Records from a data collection
--

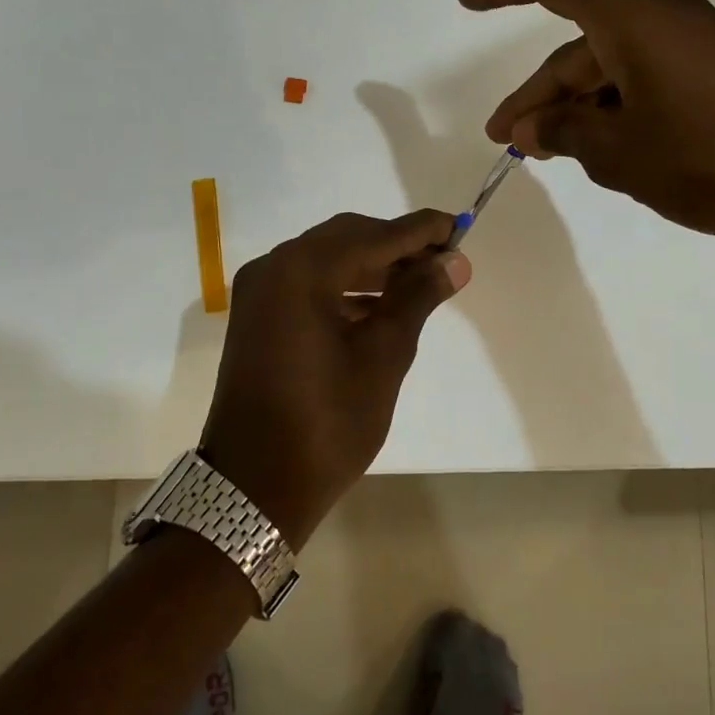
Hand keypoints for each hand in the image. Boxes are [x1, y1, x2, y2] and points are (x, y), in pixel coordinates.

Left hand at [200, 210, 470, 546]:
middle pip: (348, 238)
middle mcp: (275, 266)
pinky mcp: (257, 314)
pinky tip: (379, 306)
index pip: (375, 236)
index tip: (459, 227)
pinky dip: (345, 287)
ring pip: (328, 259)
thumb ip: (417, 297)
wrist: (254, 487)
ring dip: (373, 266)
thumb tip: (454, 261)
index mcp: (303, 271)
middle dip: (397, 246)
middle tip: (443, 260)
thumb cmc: (328, 422)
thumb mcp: (383, 356)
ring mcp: (260, 291)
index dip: (421, 231)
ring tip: (420, 283)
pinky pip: (308, 283)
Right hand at [457, 0, 714, 247]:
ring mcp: (692, 44)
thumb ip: (564, 132)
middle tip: (507, 141)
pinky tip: (604, 149)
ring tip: (549, 153)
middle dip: (539, 94)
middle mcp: (660, 17)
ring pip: (611, 67)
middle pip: (578, 46)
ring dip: (576, 106)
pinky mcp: (714, 72)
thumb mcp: (620, 152)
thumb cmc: (709, 157)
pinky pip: (644, 79)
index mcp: (631, 17)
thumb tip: (529, 128)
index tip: (465, 2)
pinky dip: (614, 108)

--

Whenever the string "index" shows up in a line of the records, copy that line.

index pip: (375, 236)
index tip: (459, 227)
index mcp: (303, 271)
index dip: (421, 231)
index mcp: (631, 17)
index tip: (465, 2)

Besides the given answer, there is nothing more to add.